# ACTIVITY
Go through the data and copy each line that holds "where".
-- Opening Marker --
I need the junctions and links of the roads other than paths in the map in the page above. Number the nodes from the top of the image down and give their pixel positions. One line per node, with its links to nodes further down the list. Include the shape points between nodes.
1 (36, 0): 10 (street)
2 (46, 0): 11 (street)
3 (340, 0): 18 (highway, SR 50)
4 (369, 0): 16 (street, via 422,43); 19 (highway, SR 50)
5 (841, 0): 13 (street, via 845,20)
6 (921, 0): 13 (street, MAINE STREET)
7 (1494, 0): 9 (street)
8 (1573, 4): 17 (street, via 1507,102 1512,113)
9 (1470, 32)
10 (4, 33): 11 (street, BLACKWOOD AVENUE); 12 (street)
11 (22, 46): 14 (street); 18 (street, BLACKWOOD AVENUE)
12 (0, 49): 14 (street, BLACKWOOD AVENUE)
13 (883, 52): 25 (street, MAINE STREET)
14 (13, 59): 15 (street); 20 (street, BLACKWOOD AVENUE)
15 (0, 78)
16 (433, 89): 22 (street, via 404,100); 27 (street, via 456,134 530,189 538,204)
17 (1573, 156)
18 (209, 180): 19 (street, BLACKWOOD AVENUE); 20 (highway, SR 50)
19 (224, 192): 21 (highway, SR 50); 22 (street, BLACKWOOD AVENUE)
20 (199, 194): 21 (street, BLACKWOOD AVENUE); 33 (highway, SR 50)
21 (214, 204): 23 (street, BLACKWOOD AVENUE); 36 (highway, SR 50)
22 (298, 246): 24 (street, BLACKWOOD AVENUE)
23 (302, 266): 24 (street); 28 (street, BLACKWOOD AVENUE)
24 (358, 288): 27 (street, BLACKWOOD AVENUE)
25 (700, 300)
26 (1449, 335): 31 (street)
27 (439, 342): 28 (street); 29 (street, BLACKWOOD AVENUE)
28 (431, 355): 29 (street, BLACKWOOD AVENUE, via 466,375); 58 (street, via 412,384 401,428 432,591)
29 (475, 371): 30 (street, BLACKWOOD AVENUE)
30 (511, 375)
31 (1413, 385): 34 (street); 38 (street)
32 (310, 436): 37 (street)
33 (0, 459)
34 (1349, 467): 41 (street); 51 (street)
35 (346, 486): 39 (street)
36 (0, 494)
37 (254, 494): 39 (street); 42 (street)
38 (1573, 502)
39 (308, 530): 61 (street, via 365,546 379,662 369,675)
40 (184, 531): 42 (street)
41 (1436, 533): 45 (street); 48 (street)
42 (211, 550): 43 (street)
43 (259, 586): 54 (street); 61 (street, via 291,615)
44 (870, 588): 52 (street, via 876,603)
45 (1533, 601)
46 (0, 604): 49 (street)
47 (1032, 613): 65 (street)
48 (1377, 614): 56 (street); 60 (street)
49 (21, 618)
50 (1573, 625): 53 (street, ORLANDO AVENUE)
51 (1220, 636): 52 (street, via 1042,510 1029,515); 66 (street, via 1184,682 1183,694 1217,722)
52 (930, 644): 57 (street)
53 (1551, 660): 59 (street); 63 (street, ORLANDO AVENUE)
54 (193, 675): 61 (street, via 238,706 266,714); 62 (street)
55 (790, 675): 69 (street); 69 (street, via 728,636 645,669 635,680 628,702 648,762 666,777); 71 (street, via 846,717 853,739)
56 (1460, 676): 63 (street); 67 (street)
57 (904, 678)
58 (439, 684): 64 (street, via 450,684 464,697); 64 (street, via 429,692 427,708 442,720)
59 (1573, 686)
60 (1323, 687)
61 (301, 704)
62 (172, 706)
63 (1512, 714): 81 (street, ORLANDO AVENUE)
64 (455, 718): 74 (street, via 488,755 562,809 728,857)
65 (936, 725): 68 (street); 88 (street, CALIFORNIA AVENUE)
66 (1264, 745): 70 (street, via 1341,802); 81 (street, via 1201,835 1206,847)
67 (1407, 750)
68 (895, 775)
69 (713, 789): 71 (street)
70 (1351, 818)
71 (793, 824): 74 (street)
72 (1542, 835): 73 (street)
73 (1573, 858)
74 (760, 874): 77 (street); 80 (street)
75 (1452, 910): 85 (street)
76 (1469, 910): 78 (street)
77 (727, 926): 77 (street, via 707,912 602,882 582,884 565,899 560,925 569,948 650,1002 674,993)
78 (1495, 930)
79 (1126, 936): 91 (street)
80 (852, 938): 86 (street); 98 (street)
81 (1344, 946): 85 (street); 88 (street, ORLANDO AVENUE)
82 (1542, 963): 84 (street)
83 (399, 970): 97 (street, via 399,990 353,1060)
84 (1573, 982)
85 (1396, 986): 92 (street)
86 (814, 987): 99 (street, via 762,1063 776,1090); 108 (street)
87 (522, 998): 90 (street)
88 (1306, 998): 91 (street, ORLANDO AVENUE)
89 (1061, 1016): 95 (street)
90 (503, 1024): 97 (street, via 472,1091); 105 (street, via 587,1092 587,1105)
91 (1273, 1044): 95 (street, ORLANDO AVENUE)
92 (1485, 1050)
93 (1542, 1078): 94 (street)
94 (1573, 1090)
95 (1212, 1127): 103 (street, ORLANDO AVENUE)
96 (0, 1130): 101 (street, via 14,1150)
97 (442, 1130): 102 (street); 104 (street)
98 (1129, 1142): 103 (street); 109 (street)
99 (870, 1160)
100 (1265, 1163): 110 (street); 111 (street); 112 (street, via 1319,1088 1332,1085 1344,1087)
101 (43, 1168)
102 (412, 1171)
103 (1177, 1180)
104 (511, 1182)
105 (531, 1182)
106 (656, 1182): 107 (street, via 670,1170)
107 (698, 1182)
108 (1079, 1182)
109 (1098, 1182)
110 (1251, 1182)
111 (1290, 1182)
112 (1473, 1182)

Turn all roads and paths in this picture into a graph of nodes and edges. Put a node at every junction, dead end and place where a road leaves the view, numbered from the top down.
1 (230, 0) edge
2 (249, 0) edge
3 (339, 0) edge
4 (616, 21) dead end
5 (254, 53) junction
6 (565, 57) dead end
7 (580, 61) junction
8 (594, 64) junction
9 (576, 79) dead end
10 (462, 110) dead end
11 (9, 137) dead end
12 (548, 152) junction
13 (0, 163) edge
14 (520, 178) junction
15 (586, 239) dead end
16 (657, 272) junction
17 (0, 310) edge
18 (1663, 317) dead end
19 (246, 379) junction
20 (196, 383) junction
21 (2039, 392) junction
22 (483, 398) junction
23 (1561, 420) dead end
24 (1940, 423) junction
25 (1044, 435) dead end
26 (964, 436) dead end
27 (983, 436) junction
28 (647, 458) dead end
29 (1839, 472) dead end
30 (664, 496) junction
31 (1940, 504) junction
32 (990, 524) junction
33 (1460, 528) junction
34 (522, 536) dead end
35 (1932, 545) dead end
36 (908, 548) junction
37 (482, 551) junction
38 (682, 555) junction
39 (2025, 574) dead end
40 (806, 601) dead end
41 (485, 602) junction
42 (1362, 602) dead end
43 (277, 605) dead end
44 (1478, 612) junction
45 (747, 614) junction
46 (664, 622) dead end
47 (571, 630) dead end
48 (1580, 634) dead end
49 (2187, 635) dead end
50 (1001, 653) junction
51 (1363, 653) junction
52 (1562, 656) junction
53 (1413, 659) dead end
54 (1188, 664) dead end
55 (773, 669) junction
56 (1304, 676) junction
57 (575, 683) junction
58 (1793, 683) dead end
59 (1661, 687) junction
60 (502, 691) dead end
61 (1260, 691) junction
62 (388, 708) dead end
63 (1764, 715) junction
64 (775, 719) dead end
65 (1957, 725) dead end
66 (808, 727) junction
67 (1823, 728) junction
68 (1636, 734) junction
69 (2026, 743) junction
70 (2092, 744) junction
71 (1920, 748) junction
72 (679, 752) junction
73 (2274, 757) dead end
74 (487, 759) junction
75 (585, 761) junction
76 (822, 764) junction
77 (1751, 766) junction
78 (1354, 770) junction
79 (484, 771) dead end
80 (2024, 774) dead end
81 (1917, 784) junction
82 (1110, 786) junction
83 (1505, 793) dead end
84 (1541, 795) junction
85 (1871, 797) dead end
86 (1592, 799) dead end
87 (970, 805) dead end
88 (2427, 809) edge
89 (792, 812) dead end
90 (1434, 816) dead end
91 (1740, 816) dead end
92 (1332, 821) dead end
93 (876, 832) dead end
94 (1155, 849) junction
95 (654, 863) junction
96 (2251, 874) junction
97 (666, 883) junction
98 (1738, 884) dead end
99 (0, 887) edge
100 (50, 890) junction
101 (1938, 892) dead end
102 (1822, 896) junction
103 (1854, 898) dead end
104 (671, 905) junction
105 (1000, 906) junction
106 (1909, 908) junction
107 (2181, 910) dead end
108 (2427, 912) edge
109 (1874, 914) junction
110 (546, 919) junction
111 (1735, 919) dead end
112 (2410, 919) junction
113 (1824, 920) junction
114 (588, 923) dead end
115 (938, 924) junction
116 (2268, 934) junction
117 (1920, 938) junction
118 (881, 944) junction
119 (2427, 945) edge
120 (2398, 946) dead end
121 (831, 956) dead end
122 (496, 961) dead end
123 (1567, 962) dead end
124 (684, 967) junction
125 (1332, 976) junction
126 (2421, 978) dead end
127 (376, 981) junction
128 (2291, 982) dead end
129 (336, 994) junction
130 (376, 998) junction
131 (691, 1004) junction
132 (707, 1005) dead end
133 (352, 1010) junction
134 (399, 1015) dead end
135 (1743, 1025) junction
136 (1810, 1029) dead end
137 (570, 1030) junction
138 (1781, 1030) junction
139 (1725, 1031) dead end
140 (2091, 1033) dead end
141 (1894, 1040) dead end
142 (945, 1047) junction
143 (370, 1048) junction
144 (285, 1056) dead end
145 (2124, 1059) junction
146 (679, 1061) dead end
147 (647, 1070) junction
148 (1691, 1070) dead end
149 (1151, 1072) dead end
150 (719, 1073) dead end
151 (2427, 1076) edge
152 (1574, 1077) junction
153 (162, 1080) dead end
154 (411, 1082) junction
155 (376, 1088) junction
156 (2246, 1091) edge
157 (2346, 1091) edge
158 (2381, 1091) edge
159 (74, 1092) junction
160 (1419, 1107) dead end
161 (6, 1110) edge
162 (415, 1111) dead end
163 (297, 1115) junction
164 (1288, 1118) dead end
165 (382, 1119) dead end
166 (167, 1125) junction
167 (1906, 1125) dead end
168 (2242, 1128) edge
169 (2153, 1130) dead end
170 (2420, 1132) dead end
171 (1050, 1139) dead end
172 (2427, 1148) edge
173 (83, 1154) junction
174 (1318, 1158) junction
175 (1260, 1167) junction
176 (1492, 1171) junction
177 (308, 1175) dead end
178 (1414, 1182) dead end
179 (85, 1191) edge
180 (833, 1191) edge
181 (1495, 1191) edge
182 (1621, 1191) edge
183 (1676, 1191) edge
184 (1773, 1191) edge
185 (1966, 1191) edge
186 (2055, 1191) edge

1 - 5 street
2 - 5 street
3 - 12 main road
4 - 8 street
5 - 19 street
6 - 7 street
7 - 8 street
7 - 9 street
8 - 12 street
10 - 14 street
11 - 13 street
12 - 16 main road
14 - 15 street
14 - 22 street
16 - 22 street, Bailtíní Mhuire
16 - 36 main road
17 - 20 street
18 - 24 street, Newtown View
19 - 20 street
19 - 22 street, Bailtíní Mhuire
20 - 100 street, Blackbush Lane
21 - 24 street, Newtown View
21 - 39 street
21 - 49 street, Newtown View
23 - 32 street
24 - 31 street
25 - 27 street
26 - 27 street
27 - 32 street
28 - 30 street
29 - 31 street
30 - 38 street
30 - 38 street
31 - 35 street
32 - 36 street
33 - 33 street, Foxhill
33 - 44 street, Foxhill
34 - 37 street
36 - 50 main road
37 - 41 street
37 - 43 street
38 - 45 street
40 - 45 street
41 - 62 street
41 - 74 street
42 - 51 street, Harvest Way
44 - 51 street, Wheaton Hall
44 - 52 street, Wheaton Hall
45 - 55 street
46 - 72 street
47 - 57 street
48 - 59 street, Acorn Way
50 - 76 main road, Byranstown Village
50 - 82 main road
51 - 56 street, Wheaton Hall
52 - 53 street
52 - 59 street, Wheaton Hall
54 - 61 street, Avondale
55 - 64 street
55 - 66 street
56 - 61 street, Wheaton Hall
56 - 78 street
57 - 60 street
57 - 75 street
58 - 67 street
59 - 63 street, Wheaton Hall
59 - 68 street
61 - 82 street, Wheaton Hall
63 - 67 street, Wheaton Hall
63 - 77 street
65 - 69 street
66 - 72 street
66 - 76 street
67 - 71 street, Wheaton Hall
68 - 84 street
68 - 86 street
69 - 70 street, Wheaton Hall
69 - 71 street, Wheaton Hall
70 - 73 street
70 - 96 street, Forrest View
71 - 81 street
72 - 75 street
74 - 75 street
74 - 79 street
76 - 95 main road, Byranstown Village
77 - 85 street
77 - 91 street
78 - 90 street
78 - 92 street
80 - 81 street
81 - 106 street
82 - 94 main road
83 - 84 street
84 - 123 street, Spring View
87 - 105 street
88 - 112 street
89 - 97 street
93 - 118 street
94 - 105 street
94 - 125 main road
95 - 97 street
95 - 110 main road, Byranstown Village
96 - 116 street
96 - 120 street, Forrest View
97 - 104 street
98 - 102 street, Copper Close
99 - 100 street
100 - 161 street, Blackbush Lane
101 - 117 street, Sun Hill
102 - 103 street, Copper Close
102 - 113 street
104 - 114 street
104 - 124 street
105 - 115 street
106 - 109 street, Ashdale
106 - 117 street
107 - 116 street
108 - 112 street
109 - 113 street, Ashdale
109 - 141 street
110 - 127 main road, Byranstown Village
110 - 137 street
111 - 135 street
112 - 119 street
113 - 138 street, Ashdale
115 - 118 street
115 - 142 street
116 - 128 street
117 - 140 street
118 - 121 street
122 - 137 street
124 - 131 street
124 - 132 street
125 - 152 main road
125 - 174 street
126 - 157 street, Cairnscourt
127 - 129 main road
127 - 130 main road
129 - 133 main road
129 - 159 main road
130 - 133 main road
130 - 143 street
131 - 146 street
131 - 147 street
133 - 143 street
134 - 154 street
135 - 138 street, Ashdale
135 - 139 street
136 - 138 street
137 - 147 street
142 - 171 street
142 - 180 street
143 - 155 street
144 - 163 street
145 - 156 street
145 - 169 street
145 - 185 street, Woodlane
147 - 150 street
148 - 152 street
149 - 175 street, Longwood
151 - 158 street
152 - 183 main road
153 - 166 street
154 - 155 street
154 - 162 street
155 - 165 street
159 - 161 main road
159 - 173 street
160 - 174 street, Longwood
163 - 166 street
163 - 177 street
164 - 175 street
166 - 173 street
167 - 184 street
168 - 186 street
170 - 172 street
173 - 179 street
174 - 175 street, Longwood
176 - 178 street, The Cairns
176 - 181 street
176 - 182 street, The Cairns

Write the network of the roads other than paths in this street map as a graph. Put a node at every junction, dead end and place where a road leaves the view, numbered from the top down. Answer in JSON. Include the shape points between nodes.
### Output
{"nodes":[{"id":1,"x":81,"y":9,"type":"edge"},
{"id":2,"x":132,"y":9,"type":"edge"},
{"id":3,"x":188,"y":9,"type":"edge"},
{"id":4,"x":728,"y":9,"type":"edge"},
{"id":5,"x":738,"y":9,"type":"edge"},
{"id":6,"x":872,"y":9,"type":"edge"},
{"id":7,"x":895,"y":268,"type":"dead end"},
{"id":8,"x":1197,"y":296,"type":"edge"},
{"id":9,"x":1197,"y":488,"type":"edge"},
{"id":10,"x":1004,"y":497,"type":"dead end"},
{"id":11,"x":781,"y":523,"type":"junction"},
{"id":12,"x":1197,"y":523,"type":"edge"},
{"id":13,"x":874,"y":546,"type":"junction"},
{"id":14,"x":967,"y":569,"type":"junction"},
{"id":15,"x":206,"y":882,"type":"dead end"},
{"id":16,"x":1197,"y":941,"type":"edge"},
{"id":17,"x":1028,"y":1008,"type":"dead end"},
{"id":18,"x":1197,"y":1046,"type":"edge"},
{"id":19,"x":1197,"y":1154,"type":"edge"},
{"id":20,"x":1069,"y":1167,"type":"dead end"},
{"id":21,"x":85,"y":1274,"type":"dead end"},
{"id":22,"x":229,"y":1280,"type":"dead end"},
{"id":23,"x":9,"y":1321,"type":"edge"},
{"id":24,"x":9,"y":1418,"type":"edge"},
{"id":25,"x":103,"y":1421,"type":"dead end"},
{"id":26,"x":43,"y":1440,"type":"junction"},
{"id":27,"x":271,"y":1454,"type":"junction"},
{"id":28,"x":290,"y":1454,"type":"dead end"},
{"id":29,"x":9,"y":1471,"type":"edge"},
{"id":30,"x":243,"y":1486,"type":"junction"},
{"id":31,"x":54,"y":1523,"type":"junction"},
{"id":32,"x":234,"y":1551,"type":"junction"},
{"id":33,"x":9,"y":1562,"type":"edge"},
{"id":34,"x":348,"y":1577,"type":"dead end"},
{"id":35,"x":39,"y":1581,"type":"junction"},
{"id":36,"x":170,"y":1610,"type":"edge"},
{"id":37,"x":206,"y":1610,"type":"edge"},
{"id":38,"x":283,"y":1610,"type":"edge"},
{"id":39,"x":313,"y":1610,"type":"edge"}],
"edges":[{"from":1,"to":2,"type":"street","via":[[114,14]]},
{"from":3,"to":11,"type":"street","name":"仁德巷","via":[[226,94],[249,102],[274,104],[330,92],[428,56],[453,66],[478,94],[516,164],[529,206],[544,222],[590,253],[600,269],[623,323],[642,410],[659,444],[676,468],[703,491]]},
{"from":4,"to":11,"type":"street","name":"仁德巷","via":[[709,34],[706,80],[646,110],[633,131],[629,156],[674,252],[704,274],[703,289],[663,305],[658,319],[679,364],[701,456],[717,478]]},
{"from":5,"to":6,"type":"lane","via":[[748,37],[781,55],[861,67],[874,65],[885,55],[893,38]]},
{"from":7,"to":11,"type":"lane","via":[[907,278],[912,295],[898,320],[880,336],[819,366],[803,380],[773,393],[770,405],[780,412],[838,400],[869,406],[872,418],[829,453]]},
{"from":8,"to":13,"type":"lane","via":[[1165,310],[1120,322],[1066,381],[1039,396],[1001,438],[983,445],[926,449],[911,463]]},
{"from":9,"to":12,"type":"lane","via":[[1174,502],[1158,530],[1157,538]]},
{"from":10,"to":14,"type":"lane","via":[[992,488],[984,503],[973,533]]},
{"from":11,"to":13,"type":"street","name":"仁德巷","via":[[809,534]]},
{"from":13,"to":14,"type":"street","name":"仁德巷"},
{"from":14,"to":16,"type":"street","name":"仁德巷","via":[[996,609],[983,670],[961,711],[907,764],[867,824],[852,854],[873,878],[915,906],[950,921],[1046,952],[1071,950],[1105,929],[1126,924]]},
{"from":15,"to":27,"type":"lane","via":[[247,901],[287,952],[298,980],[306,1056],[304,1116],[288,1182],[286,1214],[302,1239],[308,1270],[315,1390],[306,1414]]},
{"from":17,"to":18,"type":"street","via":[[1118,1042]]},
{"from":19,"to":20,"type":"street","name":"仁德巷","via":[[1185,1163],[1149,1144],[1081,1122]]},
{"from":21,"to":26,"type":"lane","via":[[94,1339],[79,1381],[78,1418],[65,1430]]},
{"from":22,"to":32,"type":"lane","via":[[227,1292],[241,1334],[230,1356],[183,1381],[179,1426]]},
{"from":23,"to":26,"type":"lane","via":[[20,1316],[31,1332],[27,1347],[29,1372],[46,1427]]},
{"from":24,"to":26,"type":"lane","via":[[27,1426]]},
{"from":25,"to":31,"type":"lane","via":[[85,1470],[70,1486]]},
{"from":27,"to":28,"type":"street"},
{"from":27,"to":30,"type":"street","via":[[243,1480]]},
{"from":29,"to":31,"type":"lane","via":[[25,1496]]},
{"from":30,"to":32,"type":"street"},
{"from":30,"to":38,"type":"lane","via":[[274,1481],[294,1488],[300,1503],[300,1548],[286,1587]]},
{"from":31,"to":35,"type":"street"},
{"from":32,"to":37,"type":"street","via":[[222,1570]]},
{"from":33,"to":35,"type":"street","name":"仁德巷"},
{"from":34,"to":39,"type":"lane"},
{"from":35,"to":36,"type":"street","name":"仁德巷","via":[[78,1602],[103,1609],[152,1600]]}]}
-- Closing Marker --
# OUTPUT FOR THIS TASK
Turn all roads and paths in this picture into a graph of nodes and edges. Put a node at every junction, dead end and place where a road leaves the view, numbered from the top down.
Write the network of the roads other than paths in this street map as a graph. Put a node at every junction, dead end and place where a road leaves the view, numbered from the top down. Answer in JSON. Include the shape points between nodes.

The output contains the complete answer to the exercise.